Any morally upright person would agree that mankind should be working to prevent and heal diseases rather than causing more problems.

Anyone that commits incest is just asking for a good rap-sheet of health problems. God would never allow such a thing. If you would dare make such an argument, your family must be diseased because of it. I have no mercy for you whatsoever. However I do have mercy for your diseased family members if they pray, and fast, and stave through the diseases that you have created, and work, and live to make themselves better human beings, conscientious of the health of their own offspring that you have affected from generations past, by lust, and desperation. Never inspiring a young woman to save her virginity for marriage, out of genuine chastity, genuine uprightness.

Leviticus 18:6: "None of you shall approach any blood relative of his to uncover nakedness,"
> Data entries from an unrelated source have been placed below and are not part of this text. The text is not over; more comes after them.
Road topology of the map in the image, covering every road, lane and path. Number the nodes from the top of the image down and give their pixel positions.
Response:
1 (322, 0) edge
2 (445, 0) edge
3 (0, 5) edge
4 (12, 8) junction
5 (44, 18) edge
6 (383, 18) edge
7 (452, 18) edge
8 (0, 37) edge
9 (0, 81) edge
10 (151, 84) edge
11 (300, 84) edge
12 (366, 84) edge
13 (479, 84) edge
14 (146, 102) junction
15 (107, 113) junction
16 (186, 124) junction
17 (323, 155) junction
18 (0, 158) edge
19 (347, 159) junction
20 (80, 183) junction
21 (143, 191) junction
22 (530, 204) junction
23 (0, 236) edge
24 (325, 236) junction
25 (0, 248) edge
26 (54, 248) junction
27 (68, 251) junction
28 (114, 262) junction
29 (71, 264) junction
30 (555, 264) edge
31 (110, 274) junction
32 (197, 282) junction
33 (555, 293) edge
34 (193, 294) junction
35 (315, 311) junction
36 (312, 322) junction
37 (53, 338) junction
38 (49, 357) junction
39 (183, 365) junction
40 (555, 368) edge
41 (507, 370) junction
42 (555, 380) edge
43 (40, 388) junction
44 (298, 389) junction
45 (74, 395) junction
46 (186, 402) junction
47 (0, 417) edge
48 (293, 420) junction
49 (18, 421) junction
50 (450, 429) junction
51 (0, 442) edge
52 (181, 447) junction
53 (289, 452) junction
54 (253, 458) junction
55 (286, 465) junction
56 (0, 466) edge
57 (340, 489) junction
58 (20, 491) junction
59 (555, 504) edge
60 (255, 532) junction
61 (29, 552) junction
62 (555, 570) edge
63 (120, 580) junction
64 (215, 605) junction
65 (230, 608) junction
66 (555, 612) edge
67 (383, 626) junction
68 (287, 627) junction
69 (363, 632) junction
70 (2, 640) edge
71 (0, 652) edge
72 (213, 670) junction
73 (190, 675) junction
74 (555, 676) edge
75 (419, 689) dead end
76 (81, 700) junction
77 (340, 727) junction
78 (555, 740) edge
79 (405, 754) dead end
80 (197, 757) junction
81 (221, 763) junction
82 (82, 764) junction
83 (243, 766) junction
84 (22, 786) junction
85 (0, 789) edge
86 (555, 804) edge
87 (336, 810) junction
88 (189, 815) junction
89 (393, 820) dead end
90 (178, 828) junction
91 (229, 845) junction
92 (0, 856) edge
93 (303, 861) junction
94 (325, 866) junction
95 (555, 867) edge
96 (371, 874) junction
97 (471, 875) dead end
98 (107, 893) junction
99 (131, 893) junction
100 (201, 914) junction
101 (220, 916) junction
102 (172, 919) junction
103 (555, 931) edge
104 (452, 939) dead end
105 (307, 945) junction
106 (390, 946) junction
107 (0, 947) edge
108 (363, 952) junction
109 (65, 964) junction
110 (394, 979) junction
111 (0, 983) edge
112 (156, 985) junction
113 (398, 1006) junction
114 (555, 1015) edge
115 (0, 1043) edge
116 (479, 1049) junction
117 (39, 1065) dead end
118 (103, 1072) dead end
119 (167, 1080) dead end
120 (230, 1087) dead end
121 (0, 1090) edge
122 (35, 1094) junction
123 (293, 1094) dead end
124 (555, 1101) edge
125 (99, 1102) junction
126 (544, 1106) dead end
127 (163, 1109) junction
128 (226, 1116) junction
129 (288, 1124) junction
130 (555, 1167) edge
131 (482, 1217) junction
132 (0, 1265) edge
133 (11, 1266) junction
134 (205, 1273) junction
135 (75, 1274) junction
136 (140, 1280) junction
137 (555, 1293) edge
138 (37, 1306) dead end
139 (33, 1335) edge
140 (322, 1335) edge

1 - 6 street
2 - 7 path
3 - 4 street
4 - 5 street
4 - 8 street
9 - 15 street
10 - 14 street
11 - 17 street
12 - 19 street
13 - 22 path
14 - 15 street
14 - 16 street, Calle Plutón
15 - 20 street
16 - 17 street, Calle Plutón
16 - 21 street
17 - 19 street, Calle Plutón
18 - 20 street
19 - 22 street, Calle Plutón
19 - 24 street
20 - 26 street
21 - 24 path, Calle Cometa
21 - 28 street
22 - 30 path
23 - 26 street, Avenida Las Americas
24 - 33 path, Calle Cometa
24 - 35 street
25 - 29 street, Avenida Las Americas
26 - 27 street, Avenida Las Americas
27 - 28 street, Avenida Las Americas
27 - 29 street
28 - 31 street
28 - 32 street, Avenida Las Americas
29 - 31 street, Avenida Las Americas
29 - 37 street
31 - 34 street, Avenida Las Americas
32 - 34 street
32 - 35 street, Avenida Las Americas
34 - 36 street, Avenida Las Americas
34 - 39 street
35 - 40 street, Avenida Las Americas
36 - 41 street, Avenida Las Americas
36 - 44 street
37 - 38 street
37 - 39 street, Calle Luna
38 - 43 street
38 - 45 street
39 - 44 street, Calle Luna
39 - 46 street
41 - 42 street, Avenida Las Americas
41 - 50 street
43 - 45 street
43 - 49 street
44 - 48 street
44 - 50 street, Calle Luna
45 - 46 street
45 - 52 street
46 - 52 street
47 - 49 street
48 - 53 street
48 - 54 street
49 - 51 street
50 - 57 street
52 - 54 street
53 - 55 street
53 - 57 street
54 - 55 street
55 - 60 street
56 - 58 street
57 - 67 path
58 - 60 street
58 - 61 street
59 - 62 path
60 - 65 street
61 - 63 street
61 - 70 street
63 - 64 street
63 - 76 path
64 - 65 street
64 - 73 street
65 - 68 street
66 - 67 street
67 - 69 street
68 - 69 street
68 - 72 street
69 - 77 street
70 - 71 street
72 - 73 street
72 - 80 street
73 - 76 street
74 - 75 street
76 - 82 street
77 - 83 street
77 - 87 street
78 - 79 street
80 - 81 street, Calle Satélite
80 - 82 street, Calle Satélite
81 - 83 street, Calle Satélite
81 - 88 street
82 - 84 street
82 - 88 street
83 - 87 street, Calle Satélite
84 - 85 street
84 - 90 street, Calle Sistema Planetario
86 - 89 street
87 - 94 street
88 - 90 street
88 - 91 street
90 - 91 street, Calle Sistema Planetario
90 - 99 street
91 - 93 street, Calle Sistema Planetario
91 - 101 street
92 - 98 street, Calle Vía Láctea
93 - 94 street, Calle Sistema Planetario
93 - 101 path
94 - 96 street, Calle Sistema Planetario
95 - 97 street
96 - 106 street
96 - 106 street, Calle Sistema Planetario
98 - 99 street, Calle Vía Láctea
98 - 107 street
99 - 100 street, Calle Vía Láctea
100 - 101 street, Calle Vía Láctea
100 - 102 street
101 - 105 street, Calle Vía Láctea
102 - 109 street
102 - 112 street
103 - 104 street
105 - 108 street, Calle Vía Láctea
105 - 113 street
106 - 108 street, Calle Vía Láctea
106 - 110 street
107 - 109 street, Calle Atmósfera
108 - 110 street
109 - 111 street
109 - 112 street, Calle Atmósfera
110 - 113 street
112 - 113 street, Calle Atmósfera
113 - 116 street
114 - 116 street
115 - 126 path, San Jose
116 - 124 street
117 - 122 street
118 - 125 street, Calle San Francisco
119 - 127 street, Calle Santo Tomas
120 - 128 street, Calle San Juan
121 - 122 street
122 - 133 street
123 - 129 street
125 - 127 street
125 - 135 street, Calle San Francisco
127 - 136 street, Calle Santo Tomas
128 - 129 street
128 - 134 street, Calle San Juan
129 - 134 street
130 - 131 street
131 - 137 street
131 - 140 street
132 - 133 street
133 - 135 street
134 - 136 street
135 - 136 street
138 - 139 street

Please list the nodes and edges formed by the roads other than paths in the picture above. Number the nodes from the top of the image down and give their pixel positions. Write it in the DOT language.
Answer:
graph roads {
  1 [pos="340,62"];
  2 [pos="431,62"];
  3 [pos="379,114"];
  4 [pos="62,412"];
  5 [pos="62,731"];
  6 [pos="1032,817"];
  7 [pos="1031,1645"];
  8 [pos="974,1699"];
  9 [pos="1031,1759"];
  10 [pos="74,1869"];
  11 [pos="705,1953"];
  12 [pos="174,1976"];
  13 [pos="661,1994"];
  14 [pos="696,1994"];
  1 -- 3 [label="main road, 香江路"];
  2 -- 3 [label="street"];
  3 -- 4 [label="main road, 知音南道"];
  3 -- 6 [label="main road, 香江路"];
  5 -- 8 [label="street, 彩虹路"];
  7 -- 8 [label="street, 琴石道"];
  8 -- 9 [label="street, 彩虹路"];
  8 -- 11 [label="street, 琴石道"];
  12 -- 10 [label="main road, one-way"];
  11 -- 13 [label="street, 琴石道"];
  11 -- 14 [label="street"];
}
Are you going to argue that Leviticus 18 does not forbid cousins to marry either? Take a wild guess what that would do to their children? It would cause diseases and deformation. That is why it's against Moses's law and by God it's against natures' law.

Argue, please.

2
  • Welcome to BHSX. Thanks for your contribution. Please take the tour (link below) to better understand how this site works. How does this answer the question from a biblical reference?
    – Dottard
    Dec 16 '20 at 11:42
  • The sin in Leviticus 18:6 is violating the privacy of another man, which is not the case with one's own daughter. Leviticus 18:7 extends that to the mother's privacy as well.